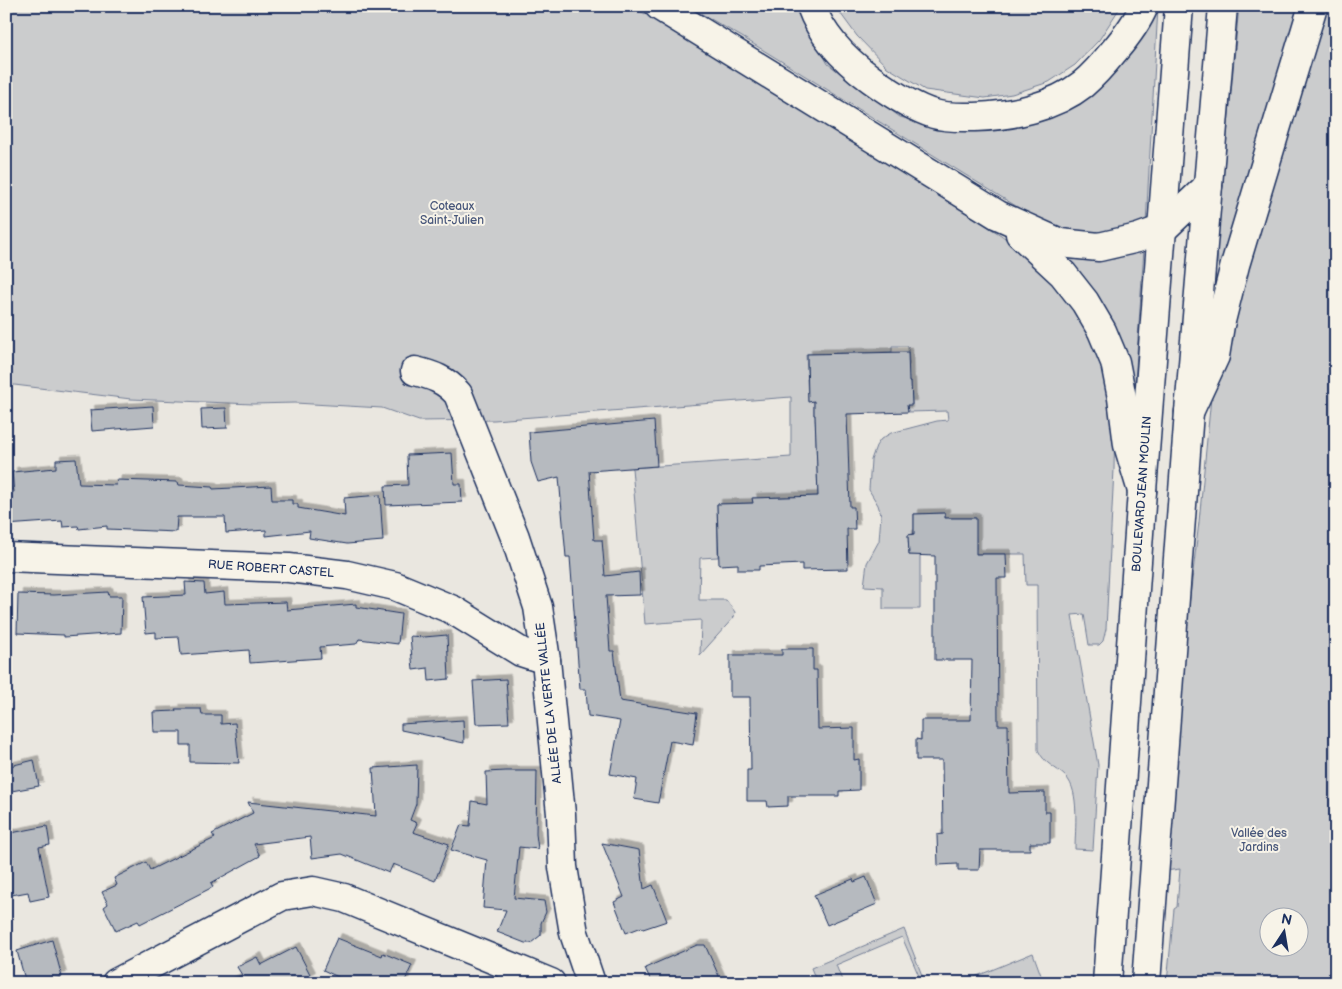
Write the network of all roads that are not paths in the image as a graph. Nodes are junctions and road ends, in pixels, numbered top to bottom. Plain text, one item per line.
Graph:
1 (659, 6) edge
2 (811, 6) edge
3 (1144, 6) edge
4 (1179, 6) edge
5 (1223, 6) edge
6 (1313, 6) edge
7 (1208, 186) junction
8 (998, 215) junction
9 (1163, 228) junction
10 (415, 371) dead end
11 (1189, 412) junction
12 (1142, 491) junction
13 (6, 557) edge
14 (546, 660) junction
15 (116, 983) edge
16 (551, 983) edge
17 (591, 983) edge
18 (1107, 983) edge
19 (1146, 983) edge

1 - 8 main road
2 - 3 main road
4 - 9 main road, BOULEVARD JEAN MOULIN
5 - 7 main road
6 - 11 main road
7 - 9 main road
7 - 11 main road
8 - 9 main road
8 - 12 main road
9 - 12 main road, BOULEVARD JEAN MOULIN
10 - 14 main road, ALLÉE DE LA VERTE VALLÉE
11 - 19 main road
12 - 18 main road, BOULEVARD JEAN MOULIN
13 - 14 main road, RUE ROBERT CASTEL
14 - 17 main road, ALLÉE DE LA VERTE VALLÉE
15 - 16 main road

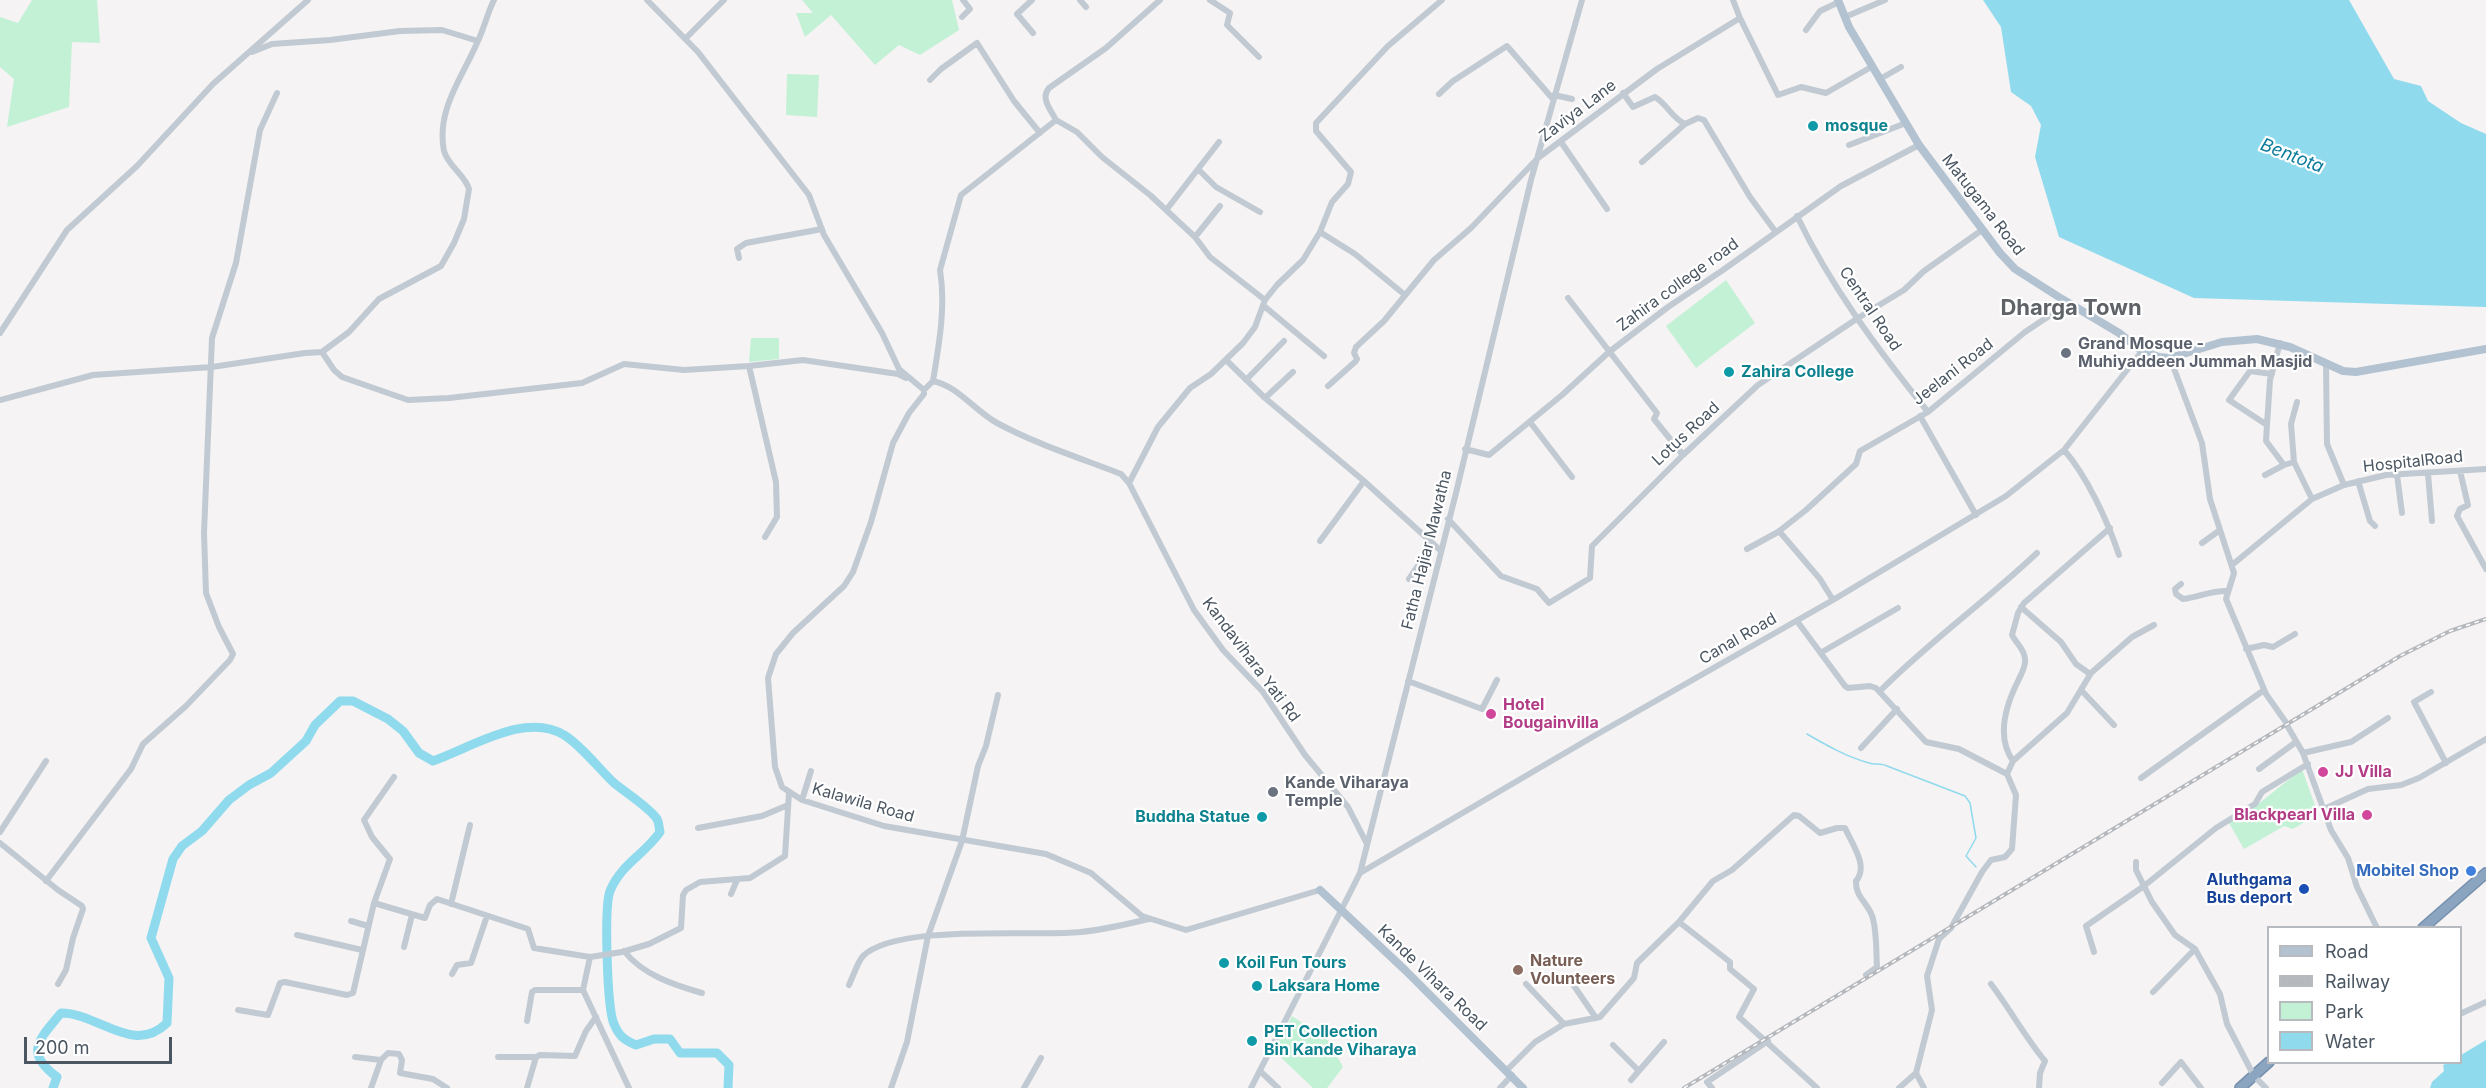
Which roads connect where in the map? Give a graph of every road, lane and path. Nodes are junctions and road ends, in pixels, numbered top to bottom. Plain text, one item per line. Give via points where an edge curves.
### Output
1 (308, 0) edge
2 (494, 0) edge
3 (647, 0) edge
4 (724, 0) edge
5 (963, 0) edge
6 (1032, 0) edge
7 (1080, 0) edge
8 (1160, 0) edge
9 (1210, 0) edge
10 (1442, 0) edge
11 (1582, 0) edge
12 (1732, 0) edge
13 (1885, 0) edge
14 (1838, 1) edge
15 (1086, 7) dead end
16 (962, 17) dead end
17 (1740, 18) junction
18 (1845, 18) junction
19 (1806, 30) dead end
20 (1033, 33) dead end
21 (685, 39) junction
22 (478, 41) junction
23 (244, 56) junction
24 (1259, 57) dead end
25 (1873, 66) junction
26 (1901, 67) dead end
27 (1880, 79) junction
28 (930, 80) dead end
29 (277, 93) dead end
30 (1623, 93) junction
31 (1438, 94) dead end
32 (1553, 96) junction
33 (1572, 99) dead end
34 (1056, 120) junction
35 (1906, 123) junction
36 (1684, 124) junction
37 (1040, 133) junction
38 (1219, 142) dead end
39 (1561, 142) junction
40 (1849, 145) dead end
41 (1919, 145) junction
42 (1538, 158) junction
43 (1642, 162) dead end
44 (1199, 170) junction
45 (1220, 206) dead end
46 (1167, 209) junction
47 (1607, 209) dead end
48 (1260, 212) dead end
49 (1797, 216) junction
50 (822, 229) junction
51 (1982, 230) junction
52 (1775, 231) junction
53 (1320, 232) junction
54 (1195, 237) junction
55 (739, 258) dead end
56 (1405, 295) junction
57 (1568, 298) dead end
58 (2062, 299) junction
59 (1264, 303) junction
60 (1858, 318) junction
61 (0, 333) edge
62 (1284, 341) dead end
63 (2280, 344) junction
64 (2486, 349) edge
65 (2142, 351) junction
66 (322, 352) junction
67 (1609, 352) junction
68 (1324, 356) dead end
69 (2170, 358) junction
70 (1226, 360) junction
71 (2326, 364) junction
72 (749, 366) junction
73 (212, 367) junction
74 (1293, 372) dead end
75 (2272, 374) junction
76 (909, 380) junction
77 (1246, 380) junction
78 (933, 381) junction
79 (1328, 386) dead end
80 (924, 390) junction
81 (1265, 398) junction
82 (0, 400) edge
83 (2297, 402) dead end
84 (1928, 412) junction
85 (1920, 416) junction
86 (1530, 422) junction
87 (2266, 425) junction
88 (1465, 449) junction
89 (2064, 450) junction
90 (1683, 455) junction
91 (2294, 462) junction
92 (2284, 465) junction
93 (2486, 469) edge
94 (2460, 471) junction
95 (2428, 474) junction
96 (2265, 475) dead end
97 (2397, 475) junction
98 (1572, 477) dead end
99 (1365, 481) junction
100 (2358, 481) junction
101 (1129, 483) junction
102 (2344, 485) junction
103 (2312, 499) junction
104 (2402, 513) dead end
105 (1976, 515) junction
106 (1448, 519) junction
107 (2432, 521) dead end
108 (2375, 526) dead end
109 (2110, 528) junction
110 (2220, 530) junction
111 (1779, 531) junction
112 (765, 537) dead end
113 (1320, 541) dead end
114 (2202, 543) dead end
115 (1433, 544) junction
116 (1747, 549) dead end
117 (1440, 550) junction
118 (2037, 553) dead end
119 (2119, 555) dead end
120 (2232, 565) junction
121 (2486, 569) edge
122 (1409, 579) dead end
123 (2181, 584) dead end
124 (2228, 591) junction
125 (1833, 600) junction
126 (2021, 607) junction
127 (1898, 608) dead end
128 (1797, 621) junction
129 (2154, 625) dead end
130 (2295, 634) dead end
131 (2246, 650) junction
132 (1822, 652) junction
133 (2090, 674) junction
134 (1407, 681) junction
135 (1497, 681) dead end
136 (2081, 690) junction
137 (2264, 690) junction
138 (1880, 691) junction
139 (2431, 692) dead end
140 (998, 695) dead end
141 (1897, 709) junction
142 (2388, 718) dead end
143 (2114, 725) dead end
144 (2486, 739) edge
145 (2296, 742) junction
146 (1861, 748) dead end
147 (2303, 753) junction
148 (46, 761) dead end
149 (2013, 761) junction
150 (2446, 763) junction
151 (2308, 764) junction
152 (2259, 769) dead end
153 (811, 771) dead end
154 (2007, 774) junction
155 (394, 777) dead end
156 (2140, 778) dead end
157 (789, 793) junction
158 (802, 800) junction
159 (788, 805) junction
160 (2324, 809) junction
161 (470, 825) dead end
162 (698, 828) dead end
163 (0, 832) edge
164 (962, 841) junction
165 (0, 843) edge
166 (1367, 844) junction
167 (2136, 862) dead end
168 (1360, 873) junction
169 (2486, 873) edge
170 (737, 880) junction
171 (46, 881) junction
172 (2144, 886) junction
173 (1320, 890) joint
174 (730, 894) dead end
175 (374, 903) junction
176 (452, 904) junction
177 (1342, 910) junction
178 (412, 915) junction
179 (487, 916) junction
180 (1152, 919) junction
181 (351, 921) dead end
182 (1680, 922) junction
183 (368, 926) junction
184 (2377, 926) edge
185 (2424, 926) edge
186 (297, 935) dead end
187 (928, 936) junction
188 (404, 947) dead end
189 (2195, 949) junction
190 (362, 950) junction
191 (623, 951) junction
192 (2094, 952) dead end
193 (592, 956) junction
194 (452, 974) dead end
195 (1866, 975) dead end
196 (1572, 982) dead end
197 (58, 984) dead end
198 (1526, 984) dead end
199 (1991, 984) dead end
200 (849, 985) dead end
201 (583, 990) junction
202 (2153, 992) dead end
203 (702, 993) dead end
204 (2486, 1002) edge
205 (238, 1010) dead end
206 (2462, 1013) edge
207 (596, 1017) junction
208 (1596, 1018) junction
209 (526, 1021) dead end
210 (1564, 1024) junction
211 (1768, 1041) junction
212 (1664, 1042) dead end
213 (1613, 1046) dead end
214 (498, 1057) dead end
215 (355, 1058) dead end
216 (536, 1058) junction
217 (1041, 1058) dead end
218 (381, 1060) junction
219 (2268, 1064) edge
220 (1260, 1071) junction
221 (1639, 1071) junction
222 (1509, 1073) junction
223 (1916, 1073) junction
224 (2254, 1076) junction
225 (1631, 1080) dead end
226 (2162, 1083) dead end
227 (371, 1088) edge
228 (447, 1088) edge
229 (527, 1088) edge
230 (629, 1088) edge
231 (891, 1088) edge
232 (1024, 1088) edge
233 (1251, 1088) edge
234 (1278, 1088) edge
235 (1500, 1088) edge
236 (1523, 1088) edge
237 (1712, 1088) edge
238 (1816, 1088) edge
239 (1899, 1088) edge
240 (1924, 1088) edge
241 (2039, 1088) edge
242 (2201, 1088) edge
243 (2240, 1088) edge
244 (2266, 1088) edge

1 - 23 street
2 - 22 street
3 - 21 street
4 - 21 street
5 - 16 street via 970,9
6 - 20 street via 1017,14
7 - 15 street
8 - 34 street via 1106,48 1046,91 1045,99
9 - 24 street via 1230,13 1227,25
10 - 53 street via 1388,46 1316,123 1316,131 1352,177 1332,202
11 - 32 street, Fatha Hajiar Mawatha
12 - 17 street
13 - 18 street
14 - 18 main road, Matugama Road
14 - 19 street via 1820,11
17 - 25 street via 1778,95 1801,87 1826,93
17 - 30 street, Zaviya Lane
18 - 25 main road, Matugama Road
21 - 50 street via 809,195
22 - 23 street via 442,30 400,31 272,44
22 - 66 street via 446,107 445,154 469,189 464,219 454,243 441,266 379,299 349,332
23 - 61 street via 137,166 67,230
25 - 27 main road, Matugama Road
26 - 27 street
27 - 35 main road, Matugama Road
28 - 37 street via 977,43
29 - 73 street via 260,130 236,262 212,338
30 - 36 street via 1633,107 1655,97 1661,100 1672,116
30 - 39 street, Zaviya Lane
31 - 32 street via 1507,46
32 - 33 street
32 - 42 street, Fatha Hajiar Mawatha
34 - 37 street
34 - 46 street via 1077,132 1102,158
35 - 40 street
35 - 41 main road, Matugama Road
36 - 43 street
36 - 52 street via 1698,118 1704,120
37 - 78 street via 961,195 940,270 939,342
38 - 44 street
39 - 42 street, Zaviya Lane
39 - 47 street
41 - 49 street, Zahira college road via 1841,186
41 - 51 main road, Matugama Road
42 - 56 street, Zaviya Lane via 1471,228 1434,260
42 - 88 street, Fatha Hajiar Mawatha
44 - 46 street
44 - 48 street via 1216,187
45 - 54 street
46 - 54 street
49 - 52 street, Zahira college road
49 - 60 street, Central Road via 1811,246
50 - 55 street via 746,243 736,249
50 - 76 street via 899,369
51 - 58 main road, Matugama Road via 2015,269
51 - 60 street, Lotus Road via 1904,290
52 - 67 street, Zahira college road
53 - 56 street via 1355,254
53 - 59 street via 1303,260 1276,285
54 - 59 street via 1210,257
56 - 79 street, Zaviya Lane via 1356,347 1358,359
57 - 67 street
58 - 65 main road, Matugama Road
58 - 84 street, Jeelani Road via 2052,314
59 - 68 street
59 - 70 street via 1249,335
60 - 84 street, Central Road
60 - 90 street, Lotus Road via 1758,385
62 - 77 street
63 - 69 main road via 2257,339 2229,341
63 - 71 main road
63 - 75 street
64 - 71 main road via 2356,372
65 - 69 main road, Matugama Road
65 - 89 street, Canal Road
66 - 72 street via 342,377 408,400 582,384 624,364 684,370
66 - 73 street
67 - 86 street, Zahira college road
67 - 90 street via 1657,413 1654,419
69 - 110 street via 2202,443 2210,500
70 - 77 street
70 - 101 street via 1190,388 1158,427
71 - 102 street via 2327,444
72 - 76 street via 803,360 898,374
72 - 112 street via 776,482 777,518
73 - 82 street via 93,375
73 - 171 street via 204,533 206,592 233,654 186,706 143,744 131,769
74 - 81 street
75 - 87 street
75 - 87 street via 2250,371 2229,400
76 - 80 street
77 - 81 street
78 - 80 street, Kalawila Road
78 - 101 street via 946,383 998,424 1121,474
80 - 157 street, Kalawila Road via 893,443 853,572 844,586 776,654 768,678 775,767 782,787
81 - 99 street
83 - 91 street via 2291,424
84 - 85 street, Jeelani Road
85 - 105 street
85 - 111 street, Jeelani Road via 1860,451 1856,464
86 - 88 street, Zahira college road via 1489,455
86 - 98 street
87 - 92 street via 2266,441
88 - 106 street, Fatha Hajiar Mawatha
89 - 105 street, Canal Road
89 - 109 street
90 - 106 street, Lotus Road via 1592,546 1590,578 1549,603 1537,589 1501,576
91 - 92 street
91 - 103 street
92 - 96 street
93 - 94 street, HospitalRoad
94 - 95 street, HospitalRoad
94 - 121 street via 2468,505 2457,516
95 - 97 street, HospitalRoad
95 - 107 street
97 - 100 street, HospitalRoad
97 - 104 street
99 - 113 street
99 - 115 street
100 - 102 street, HospitalRoad
100 - 108 street
101 - 166 street, Kandavihara Yati Rd via 1194,610 1223,650 1263,692 1305,755 1348,807
102 - 103 street, HospitalRoad
103 - 120 street, HospitalRoad
105 - 125 street, Canal Road
106 - 117 street, Fatha Hajiar Mawatha
109 - 119 street
109 - 126 street
110 - 114 street
110 - 120 street
111 - 116 street, Jeelani Road
111 - 125 street
115 - 117 street
115 - 122 street
117 - 134 street, Fatha Hajiar Mawatha
118 - 138 street
120 - 124 street via 2234,573
123 - 124 street via 2175,589 2183,599 2216,590
124 - 131 street via 2226,599
125 - 128 street, Canal Road
126 - 133 street
126 - 149 street via 2012,635 2026,658 2025,666 2003,722
127 - 132 street
128 - 132 street
128 - 168 street, Canal Road
129 - 133 street via 2132,637
130 - 131 street via 2273,647
131 - 137 street
132 - 138 street via 1848,688 1870,686
133 - 136 street
134 - 135 street via 1482,709
134 - 166 street, Fatha Hajiar Mawatha
136 - 143 street
136 - 149 street via 2067,713
137 - 145 street
137 - 156 street
138 - 141 street
139 - 150 street via 2414,702
140 - 164 street
141 - 146 street
141 - 154 street via 1926,742 1959,749
142 - 147 street via 2351,742
144 - 150 street
145 - 147 street
145 - 152 street
147 - 151 street
148 - 163 street
149 - 154 street
150 - 160 street via 2401,785 2368,789
151 - 160 street
151 - 172 street via 2262,792 2255,804 2216,828
153 - 158 street
154 - 223 street via 2016,795 2012,849 2005,857 1991,860 1952,928 1939,939 1927,976 1932,1010
155 - 175 street via 364,820 390,859
157 - 158 street, Kalawila Road
157 - 159 street
158 - 164 street, Kalawila Road via 884,826
159 - 162 street via 762,816
159 - 170 street via 785,856 750,878
160 - 184 street
161 - 176 street
164 - 180 street, Kalawila Road via 1046,855 1091,873 1131,909
164 - 187 street
165 - 171 street
166 - 168 street, Fatha Hajiar Mawatha
167 - 172 street
168 - 177 street, Fatha Hajiar Mawatha
169 - 185 highway
170 - 174 street
170 - 191 street via 693,885 683,895 681,928 649,944
171 - 197 street via 83,909 66,970
172 - 189 street via 2175,935
172 - 192 street via 2086,926
173 - 177 main road, Kande Vihara Road
173 - 180 street, Kalawila Road via 1186,930
175 - 178 street
175 - 183 street
176 - 178 street via 437,899 425,918
176 - 179 street
177 - 220 street, Fatha Hajiar Mawatha
177 - 222 main road, Kande Vihara Road
178 - 188 street
179 - 193 street via 528,929 534,948
179 - 194 street via 471,963 457,965
180 - 187 street via 1082,932
181 - 183 street
182 - 195 street via 1713,881 1732,870 1794,815 1820,833 1845,828 1862,868 1855,888 1873,917 1877,967
182 - 208 street via 1637,963 1634,978
182 - 211 street via 1730,962 1730,969 1754,990 1739,1017
183 - 190 street
186 - 190 street
187 - 200 street via 879,947 862,957
187 - 231 street via 907,1042
189 - 202 street
189 - 224 street via 2220,994 2227,1024
190 - 205 street via 351,995 285,982 280,983 268,1015
191 - 193 street
191 - 203 street via 669,983
193 - 201 street
196 - 208 street
198 - 210 street
199 - 241 street via 2045,1061
201 - 207 street
201 - 209 street via 535,990
204 - 206 street
207 - 216 street via 575,1056
207 - 230 street
208 - 210 street
210 - 222 street via 1533,1044
211 - 237 street via 1707,1082
211 - 238 street
212 - 221 street
213 - 221 street
214 - 216 street
215 - 218 street
216 - 229 street
217 - 232 street
218 - 227 street
218 - 228 street via 388,1053 399,1054 400,1073 433,1079
219 - 224 highway
220 - 233 street, Fatha Hajiar Mawatha
220 - 234 street
221 - 225 street
222 - 235 street
222 - 236 main road, Kande Vihara Road
223 - 239 street
223 - 240 street
224 - 243 highway
224 - 244 street
226 - 242 street via 2181,1062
#####
Copy every line of the listing containing the string "VALLÉE".

◆ Written answer:
10 - 14 main road, ALLÉE DE LA VERTE VALLÉE
14 - 17 main road, ALLÉE DE LA VERTE VALLÉE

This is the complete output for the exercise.